What can’t be conveyed by a brief summary of that very slight story is the amazing sense of detail and texture which Rogosin’s documentary eye brings to the film. The sights – and, it seems, the smells – of the Bowery are so richly conveyed that the weight of these broken lives becomes almost unbearable at times, Bagley’s camera lingering on a remarkable collection of faces which have the aura of Rembrandt portraits and the nightmarish quality of a Bosch vision of hell.

If we’ve seen images like this before – argumentative alcoholics crowded into seedy bars, drunks stumbling down garbage-strewn streets, lying in gutters and doorways, being woken by cops on park benches and hauled away, lining up at soup kitchens and crashing in doss houses – we’re used to seeing them crude and grainy, as if the texture of the image were dictated by the content. But Rogosin and Bagley shoot them in pristine, luminous black-and-white with the sharp clarity of a fine nitrate print. The formal beauty of the photography honours the lost people we see on screen; rather than distancing them from us, the images force us to recognize the humanity we share with them. Rogosin is showing us this world not with the condescending detachment of an outsider, but from the inside.

There’s a powerful ethnographic quality to On the Bowery, the sense of seeing an unfamiliar culture put under a microscope; given the time at which the film was made, this approach inevitably carried political implications. When the film won first prize for documentary at the 1956 Venice Film Festival, U.S. Ambassador Clare Booth Luce snubbed Rogosin at the reception because she was appalled that he would present such a view of the States at a time when the country was in competition with the Soviet Union for the allegiance of other nations. It’s not surprising that Rogosin was more honoured in Europe than in his own country; his adaptation of neo-realism to a home-grown subject was a finger in the eye of Hollywood, the industry whose chief purpose was to present a mythic self-image of America to the world.

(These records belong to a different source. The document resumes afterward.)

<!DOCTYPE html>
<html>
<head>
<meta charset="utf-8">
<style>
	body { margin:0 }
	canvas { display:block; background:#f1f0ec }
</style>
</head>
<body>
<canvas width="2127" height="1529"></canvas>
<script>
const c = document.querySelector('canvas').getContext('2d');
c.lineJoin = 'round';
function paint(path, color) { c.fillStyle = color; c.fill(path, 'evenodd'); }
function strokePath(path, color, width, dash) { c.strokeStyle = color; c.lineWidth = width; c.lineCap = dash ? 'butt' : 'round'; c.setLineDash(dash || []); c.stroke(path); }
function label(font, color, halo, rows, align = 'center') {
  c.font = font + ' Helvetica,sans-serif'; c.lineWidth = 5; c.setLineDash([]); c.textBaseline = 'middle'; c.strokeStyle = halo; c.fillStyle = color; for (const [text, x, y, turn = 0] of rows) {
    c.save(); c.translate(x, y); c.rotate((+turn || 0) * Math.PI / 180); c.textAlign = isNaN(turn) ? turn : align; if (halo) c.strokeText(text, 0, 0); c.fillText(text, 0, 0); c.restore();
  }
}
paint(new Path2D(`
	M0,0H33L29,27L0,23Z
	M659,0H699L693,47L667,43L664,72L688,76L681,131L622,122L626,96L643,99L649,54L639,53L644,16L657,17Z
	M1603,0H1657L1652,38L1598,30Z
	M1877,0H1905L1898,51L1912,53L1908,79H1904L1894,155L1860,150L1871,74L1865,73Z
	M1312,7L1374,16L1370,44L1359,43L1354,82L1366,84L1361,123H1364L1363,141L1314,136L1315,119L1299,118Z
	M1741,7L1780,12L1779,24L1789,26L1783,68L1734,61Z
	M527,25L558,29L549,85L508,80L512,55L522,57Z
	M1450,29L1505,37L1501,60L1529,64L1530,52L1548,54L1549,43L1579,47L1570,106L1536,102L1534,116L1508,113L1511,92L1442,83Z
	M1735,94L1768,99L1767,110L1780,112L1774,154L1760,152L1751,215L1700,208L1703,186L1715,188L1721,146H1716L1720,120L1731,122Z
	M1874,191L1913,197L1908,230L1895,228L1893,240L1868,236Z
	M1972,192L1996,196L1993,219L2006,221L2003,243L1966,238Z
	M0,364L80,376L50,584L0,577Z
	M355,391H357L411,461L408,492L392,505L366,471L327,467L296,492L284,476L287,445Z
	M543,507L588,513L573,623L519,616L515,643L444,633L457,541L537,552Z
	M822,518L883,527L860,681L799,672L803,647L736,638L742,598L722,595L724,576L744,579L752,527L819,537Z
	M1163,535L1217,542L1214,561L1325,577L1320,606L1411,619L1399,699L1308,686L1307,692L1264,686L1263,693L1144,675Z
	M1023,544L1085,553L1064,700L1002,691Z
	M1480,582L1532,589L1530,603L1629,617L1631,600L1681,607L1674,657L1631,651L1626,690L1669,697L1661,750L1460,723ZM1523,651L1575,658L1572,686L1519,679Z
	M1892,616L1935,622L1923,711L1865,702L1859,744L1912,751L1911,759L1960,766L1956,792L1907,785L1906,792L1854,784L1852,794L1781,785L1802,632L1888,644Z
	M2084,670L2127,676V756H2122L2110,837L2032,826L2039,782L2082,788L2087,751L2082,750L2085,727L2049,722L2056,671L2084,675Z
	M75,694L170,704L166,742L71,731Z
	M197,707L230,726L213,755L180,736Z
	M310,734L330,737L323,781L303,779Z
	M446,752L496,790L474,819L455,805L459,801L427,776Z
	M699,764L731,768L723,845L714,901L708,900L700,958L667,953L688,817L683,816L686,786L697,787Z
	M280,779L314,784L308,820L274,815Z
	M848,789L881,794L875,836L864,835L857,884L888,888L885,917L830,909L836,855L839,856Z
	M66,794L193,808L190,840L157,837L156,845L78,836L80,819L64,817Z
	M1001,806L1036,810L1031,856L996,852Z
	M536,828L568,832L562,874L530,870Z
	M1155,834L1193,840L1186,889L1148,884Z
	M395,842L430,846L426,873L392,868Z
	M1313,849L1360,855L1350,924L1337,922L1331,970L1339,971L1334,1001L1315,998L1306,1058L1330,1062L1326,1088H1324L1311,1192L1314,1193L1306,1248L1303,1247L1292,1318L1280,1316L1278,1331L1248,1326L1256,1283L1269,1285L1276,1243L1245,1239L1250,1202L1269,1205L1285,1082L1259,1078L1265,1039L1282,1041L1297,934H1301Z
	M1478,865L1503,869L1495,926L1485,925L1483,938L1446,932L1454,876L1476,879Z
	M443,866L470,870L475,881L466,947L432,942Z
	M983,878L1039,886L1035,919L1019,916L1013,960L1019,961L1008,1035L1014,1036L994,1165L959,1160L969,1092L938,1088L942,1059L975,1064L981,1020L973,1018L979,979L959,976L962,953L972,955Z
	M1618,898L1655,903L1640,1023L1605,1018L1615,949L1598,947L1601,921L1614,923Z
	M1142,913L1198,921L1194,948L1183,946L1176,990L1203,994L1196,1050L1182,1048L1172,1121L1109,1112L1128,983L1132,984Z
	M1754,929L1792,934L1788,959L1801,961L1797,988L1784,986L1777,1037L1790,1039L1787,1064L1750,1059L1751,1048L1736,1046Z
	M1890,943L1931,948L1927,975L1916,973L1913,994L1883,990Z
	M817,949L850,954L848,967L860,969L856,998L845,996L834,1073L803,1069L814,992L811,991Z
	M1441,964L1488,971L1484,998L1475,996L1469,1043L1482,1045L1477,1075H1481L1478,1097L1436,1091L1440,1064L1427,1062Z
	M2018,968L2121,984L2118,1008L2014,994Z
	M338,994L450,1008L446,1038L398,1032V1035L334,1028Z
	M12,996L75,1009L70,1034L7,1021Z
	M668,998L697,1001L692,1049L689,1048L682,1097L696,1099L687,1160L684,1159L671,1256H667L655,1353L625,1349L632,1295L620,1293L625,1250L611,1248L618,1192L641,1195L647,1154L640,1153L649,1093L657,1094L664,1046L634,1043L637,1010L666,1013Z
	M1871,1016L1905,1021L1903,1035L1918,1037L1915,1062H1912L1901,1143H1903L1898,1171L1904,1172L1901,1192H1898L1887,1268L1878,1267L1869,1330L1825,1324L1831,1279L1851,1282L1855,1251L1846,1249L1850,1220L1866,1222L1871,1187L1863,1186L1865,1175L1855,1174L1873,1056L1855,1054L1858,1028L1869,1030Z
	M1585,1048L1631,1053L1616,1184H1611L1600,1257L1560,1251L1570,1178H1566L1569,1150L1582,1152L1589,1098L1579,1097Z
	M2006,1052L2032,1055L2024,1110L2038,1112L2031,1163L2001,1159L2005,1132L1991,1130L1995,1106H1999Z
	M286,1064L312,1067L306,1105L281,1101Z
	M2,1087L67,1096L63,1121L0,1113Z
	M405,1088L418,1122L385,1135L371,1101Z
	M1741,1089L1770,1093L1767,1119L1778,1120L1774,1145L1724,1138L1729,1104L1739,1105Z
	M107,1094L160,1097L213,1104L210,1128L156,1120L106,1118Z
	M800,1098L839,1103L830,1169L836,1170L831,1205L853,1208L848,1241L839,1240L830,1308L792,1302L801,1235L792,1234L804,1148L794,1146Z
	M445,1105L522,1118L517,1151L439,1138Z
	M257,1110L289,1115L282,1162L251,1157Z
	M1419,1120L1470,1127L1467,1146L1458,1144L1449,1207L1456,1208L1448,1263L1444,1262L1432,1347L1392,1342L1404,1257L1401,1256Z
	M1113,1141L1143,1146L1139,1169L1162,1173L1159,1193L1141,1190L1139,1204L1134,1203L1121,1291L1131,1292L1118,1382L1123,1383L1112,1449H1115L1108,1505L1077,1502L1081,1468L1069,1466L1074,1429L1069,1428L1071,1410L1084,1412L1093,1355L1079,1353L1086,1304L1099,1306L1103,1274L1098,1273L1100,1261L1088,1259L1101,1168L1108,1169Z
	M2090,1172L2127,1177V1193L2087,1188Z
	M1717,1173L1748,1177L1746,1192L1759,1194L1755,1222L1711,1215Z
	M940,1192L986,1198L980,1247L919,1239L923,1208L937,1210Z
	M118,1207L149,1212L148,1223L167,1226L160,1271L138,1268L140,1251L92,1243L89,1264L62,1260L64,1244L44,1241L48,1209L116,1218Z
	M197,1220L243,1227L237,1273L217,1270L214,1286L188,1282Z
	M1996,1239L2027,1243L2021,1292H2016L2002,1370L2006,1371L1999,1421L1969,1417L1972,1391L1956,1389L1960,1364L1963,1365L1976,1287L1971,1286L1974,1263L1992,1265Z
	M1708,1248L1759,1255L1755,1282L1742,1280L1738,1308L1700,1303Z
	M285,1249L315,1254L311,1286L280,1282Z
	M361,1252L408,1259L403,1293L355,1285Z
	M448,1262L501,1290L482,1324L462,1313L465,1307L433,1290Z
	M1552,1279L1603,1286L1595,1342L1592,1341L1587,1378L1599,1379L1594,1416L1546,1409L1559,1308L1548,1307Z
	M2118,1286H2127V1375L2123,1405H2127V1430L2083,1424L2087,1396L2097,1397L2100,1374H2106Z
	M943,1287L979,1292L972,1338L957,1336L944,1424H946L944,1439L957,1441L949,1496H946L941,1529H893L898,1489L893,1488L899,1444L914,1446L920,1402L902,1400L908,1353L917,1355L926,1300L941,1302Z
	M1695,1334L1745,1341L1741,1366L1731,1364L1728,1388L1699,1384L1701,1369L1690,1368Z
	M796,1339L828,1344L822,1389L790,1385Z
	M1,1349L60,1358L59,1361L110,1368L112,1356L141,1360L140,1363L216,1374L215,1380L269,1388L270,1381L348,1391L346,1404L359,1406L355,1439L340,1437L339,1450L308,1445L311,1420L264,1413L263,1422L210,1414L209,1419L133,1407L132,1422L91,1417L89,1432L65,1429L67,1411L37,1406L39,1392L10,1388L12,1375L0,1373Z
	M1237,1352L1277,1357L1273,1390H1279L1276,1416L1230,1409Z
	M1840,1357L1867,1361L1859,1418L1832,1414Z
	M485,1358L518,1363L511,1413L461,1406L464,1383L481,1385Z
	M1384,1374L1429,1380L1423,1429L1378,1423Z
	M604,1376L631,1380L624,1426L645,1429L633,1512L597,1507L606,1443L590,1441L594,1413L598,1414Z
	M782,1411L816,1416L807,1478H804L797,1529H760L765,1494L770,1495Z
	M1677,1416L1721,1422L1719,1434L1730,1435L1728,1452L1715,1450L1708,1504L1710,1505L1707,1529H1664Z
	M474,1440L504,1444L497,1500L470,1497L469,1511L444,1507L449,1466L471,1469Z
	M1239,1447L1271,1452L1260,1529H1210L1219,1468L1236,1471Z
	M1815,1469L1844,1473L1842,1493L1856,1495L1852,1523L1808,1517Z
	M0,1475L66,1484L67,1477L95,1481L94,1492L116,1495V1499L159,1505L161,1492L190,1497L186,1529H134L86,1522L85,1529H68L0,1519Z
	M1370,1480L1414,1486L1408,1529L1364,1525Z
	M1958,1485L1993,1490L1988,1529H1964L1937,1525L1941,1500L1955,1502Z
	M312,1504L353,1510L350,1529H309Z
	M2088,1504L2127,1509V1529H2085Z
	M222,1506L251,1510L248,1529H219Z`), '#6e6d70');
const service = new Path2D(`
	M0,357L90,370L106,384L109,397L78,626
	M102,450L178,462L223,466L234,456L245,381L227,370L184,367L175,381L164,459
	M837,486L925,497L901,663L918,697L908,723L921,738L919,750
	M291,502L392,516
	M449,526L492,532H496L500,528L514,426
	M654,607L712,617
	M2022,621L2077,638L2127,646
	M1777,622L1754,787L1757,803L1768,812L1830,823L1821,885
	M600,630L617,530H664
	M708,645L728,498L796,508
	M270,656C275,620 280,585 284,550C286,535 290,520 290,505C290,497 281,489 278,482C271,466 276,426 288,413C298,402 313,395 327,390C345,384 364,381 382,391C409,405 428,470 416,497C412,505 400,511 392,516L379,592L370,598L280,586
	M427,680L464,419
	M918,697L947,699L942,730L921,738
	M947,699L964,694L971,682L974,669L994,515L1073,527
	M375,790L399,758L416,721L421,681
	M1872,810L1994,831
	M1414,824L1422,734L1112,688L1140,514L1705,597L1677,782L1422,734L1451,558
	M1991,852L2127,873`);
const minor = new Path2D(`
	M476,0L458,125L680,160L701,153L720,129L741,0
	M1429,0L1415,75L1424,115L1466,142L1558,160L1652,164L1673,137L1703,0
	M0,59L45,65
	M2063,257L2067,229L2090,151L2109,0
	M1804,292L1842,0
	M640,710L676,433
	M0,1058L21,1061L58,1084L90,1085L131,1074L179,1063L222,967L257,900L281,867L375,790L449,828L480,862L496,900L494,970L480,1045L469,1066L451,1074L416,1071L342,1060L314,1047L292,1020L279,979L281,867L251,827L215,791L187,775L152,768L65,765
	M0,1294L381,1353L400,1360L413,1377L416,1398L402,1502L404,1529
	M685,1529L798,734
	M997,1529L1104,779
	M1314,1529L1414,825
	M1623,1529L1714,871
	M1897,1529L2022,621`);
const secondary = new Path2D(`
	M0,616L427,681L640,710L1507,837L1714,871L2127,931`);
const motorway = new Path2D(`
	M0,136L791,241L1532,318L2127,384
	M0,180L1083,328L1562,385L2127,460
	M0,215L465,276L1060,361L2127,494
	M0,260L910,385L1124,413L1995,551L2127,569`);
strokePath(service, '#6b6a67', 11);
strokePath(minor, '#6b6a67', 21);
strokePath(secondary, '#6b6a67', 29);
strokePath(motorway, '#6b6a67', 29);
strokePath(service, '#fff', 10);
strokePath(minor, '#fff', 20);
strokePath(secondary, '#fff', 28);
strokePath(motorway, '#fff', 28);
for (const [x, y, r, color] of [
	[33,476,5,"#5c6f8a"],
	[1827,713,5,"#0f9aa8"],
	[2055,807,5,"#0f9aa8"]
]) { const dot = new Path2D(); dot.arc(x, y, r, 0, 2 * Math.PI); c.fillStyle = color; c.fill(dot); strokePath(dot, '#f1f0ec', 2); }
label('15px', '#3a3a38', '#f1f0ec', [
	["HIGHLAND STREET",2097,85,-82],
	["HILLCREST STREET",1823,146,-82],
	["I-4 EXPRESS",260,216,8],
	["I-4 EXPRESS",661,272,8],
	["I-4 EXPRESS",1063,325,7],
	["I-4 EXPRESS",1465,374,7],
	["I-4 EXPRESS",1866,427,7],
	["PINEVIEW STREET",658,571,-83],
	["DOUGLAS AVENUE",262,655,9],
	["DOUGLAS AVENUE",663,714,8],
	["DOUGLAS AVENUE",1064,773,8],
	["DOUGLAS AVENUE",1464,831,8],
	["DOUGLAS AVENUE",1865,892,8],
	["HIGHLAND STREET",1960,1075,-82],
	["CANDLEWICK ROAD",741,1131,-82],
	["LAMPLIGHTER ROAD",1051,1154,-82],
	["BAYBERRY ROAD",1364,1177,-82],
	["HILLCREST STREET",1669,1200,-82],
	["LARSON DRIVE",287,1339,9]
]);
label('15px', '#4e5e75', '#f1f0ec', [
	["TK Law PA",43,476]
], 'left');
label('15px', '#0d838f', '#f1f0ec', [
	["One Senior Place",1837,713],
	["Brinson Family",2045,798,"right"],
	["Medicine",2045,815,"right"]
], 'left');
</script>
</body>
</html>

The Carlotta set, which also includes Come Back, Africa (1959) and Good Times, Wonderful Times (1965), presents a beautifully restored print of On the Bowery and also includes some illuminating supplements. In addition to some DVD-ROM text files of reviews, articles and a dialogue transcript, there is an excellent 47-minute documentary by Rogosin’s son Michael about the making of the film which includes sections of interviews Rogosin gave in the last years before his death in 2000, plus a couple of shorter pieces – an introduction in French by the director of the Cineteca di Bologna, which restored all the films in the set, and a brief look at the Bowery today, gentrified like so many of New York’s formerly run-down neighbourhoods.